In the next chapter, “Calvinism and Universalism,” Crisp likes William Shield’s optimistic particularism and embraces Benjamin Warfield: Both were orthodox Reformed theologians who believed the majority of humanity will be saved. He also cites William Patterson, an early-20th-century professor of divinity at the University of Edinburgh who stated paradoxically that it is only Calvinism with its doctrine of election and irresistible grace “that could make a credible theory of universal restoration.” Crisp considers annihilationism (held by John R Stott!) but does not consider this more humane than everlasting punishment. When it comes to hell and eternal punishment, he admits that, like Barth, he would like to think that all are saved, but also, like Barth, concedes that we do not “have an unambiguous warrant for this claim.” Crisp concludes: “On balance it seems to me that the testimony of Scripture and the overwhelming view of the Christian tradition is that some who are capable of believing Christ resist God’s grace to the end.”
The last chapter is on Calvinism and the cross. Here Crisp faults much traditional thinking about the atonement because it focuses exclusively on the cross, ignoring the incarnation, life and ministry of Jesus. (This is not true of the early church fathers, notably Athanasius in his classic work, On the Incarnation.)
In regard to the atonement, Crisp acknowledges two traditional notions, satisfaction and penal substitution, and, surprisingly, defends these doctrines but then proposes minority positions worthy of consideration, namely McLeod Campbell’s doctrine of Christ’s vicarious penitence and the view of Hugo Grotius known as the governmental view of atonement, which was taken up by Arminians. All of these views “share a common core theme about Christ as our representative or substitute.”
MAKING CALVINISM ATTRACTIVE?
Actually, none of the alternatives Crisp proposes in these chapters is new.
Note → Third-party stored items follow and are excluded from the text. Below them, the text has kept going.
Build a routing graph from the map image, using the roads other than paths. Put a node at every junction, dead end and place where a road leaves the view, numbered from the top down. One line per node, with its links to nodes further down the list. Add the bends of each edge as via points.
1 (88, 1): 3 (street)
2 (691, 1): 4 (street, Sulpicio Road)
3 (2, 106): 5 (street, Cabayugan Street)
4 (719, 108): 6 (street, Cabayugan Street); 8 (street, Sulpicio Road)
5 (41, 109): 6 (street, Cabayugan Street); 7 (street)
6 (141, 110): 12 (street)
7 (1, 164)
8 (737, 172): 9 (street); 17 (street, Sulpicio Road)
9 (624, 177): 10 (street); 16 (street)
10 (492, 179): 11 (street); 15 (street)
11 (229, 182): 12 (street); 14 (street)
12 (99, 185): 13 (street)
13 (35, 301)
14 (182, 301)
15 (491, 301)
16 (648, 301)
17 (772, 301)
What makes them interesting in this context is Crisp’s conviction that openness to these views will make Calvinism more attractive. Here I have my doubts. On many fronts Calvinism, and above all the Reformed tradition, are taking on a new look and are being well received. Take, for example, the popularity of Tim Keller’s books, on the one hand, and the surprising sales of the new translation of the four volume Reformed Dogmatics of Herman Bavinck on the other. Also one of the most popular and influential theologians of our time is the neo-Calvinist Richard Mouw, Crisp’s colleague at Fuller. And on the larger cultural front, one should not discount the influence of Marilynne Robinson, the famous essayist and novelist who is a friend of former President Obama. In her first collection of essays, The Death of Adam (1998) she defends Calvin and the Puritans and has continued to do so in subsequent books and lectures both here and abroad. She is unapologetic promoter of Calvin and Calvinism in places most Calvinists are never heard, such as Yale, Harvard and Oxford.
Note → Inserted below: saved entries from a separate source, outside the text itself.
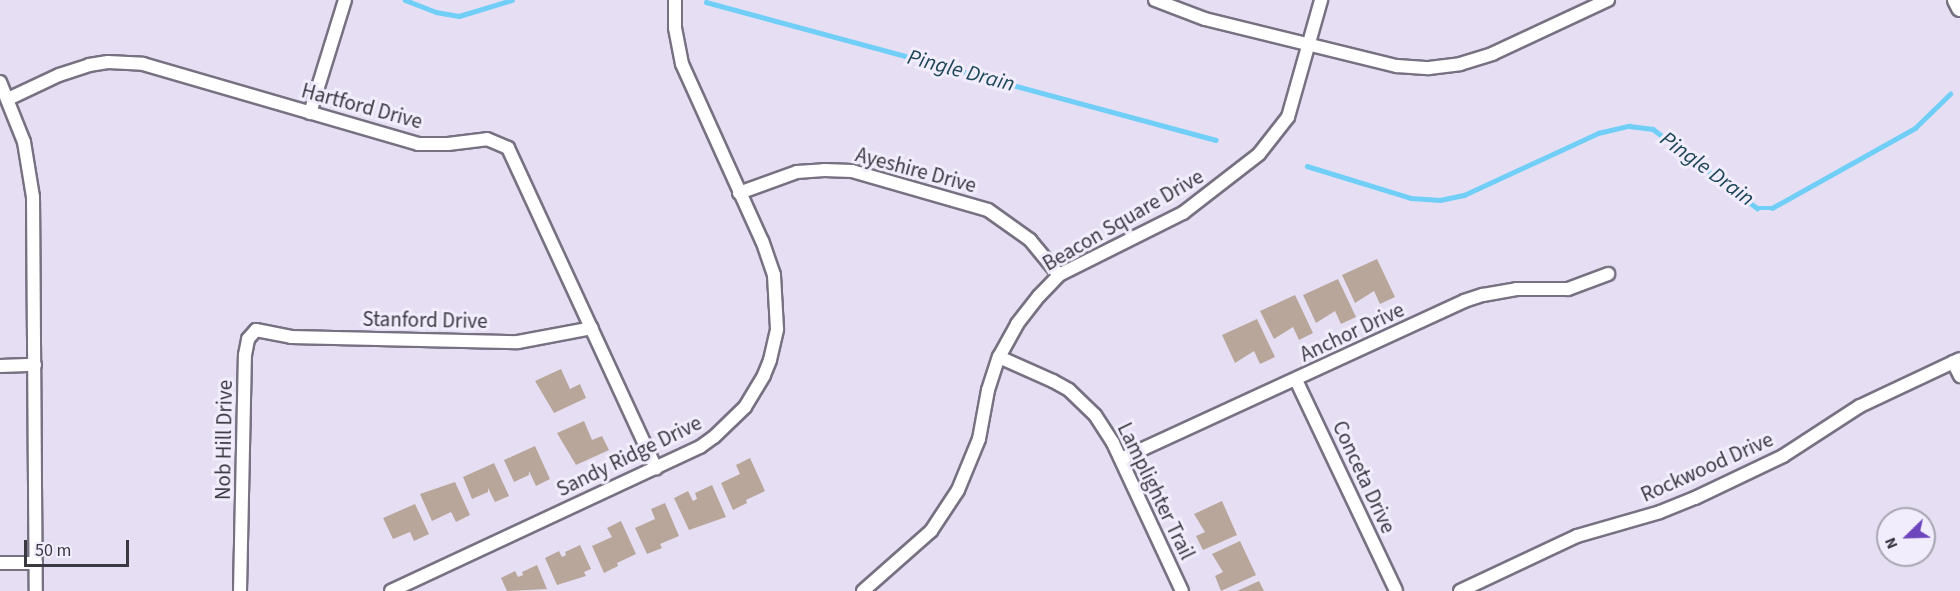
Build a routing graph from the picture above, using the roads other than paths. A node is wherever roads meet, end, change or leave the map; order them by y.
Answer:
1 (345, 0) edge
2 (675, 0) edge
3 (1155, 0) edge
4 (1321, 0) edge
5 (1608, 0) edge
6 (1956, 0) edge
7 (1960, 8) edge
8 (1310, 44) junction
9 (0, 82) edge
10 (8, 99) junction
11 (310, 113) junction
12 (740, 193) junction
13 (1608, 274) dead end
14 (1059, 275) junction
15 (592, 328) junction
16 (256, 330) joint
17 (999, 357) junction
18 (1957, 360) edge
19 (35, 365) junction
20 (0, 366) edge
21 (1960, 376) edge
22 (1296, 380) junction
23 (1121, 459) junction
24 (656, 468) junction
25 (0, 563) edge
26 (36, 563) junction
27 (36, 591) edge
28 (240, 591) edge
29 (390, 591) edge
30 (863, 591) edge
31 (1182, 591) edge
32 (1396, 591) edge
33 (1460, 591) edge

1 - 11 street
2 - 12 street, Sandy Ridge Drive
3 - 8 street
4 - 8 street, Beacon Square Drive
5 - 8 street
6 - 7 street
8 - 14 street, Beacon Square Drive
9 - 10 street
10 - 11 street, Hartford Drive
10 - 19 street
11 - 15 street, Hartford Drive
12 - 14 street, Ayeshire Drive
12 - 24 street, Sandy Ridge Drive
13 - 22 street, Anchor Drive
14 - 17 street, Beacon Square Drive
15 - 16 street, Stanford Drive
15 - 24 street, Hartford Drive
16 - 28 street, Nob Hill Drive
17 - 23 street, Lamplighter Trail
17 - 30 street, Beacon Square Drive
18 - 21 street
18 - 33 street, Rockwood Drive
19 - 20 street
19 - 26 street
22 - 23 street, Anchor Drive
22 - 32 street, Conceta Drive
23 - 31 street, Lamplighter Trail
24 - 29 street, Sandy Ridge Drive
25 - 26 street
26 - 27 street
Of a very different sort of Calvinists is the growing number of Presbyterian charismatic congregations that combine a free expression of the gifts of the Spirit with a Reformed worship that is more traditional than that of the Reformed-Presbyterian churches that have gone contemporary. They may be deviant Calvinists, but they should still be considered one aspect of resurgent Calvinism.
Oliver Crisp is a fine theologian, and his heart is in the right place, but this is not the way to save Calvinism, if it needs saving at all.
I. John Hesselink taught theology at Tokyo (Japan) Union Seminary and Western Theological Seminary, Holland, Michigan, where he is past president.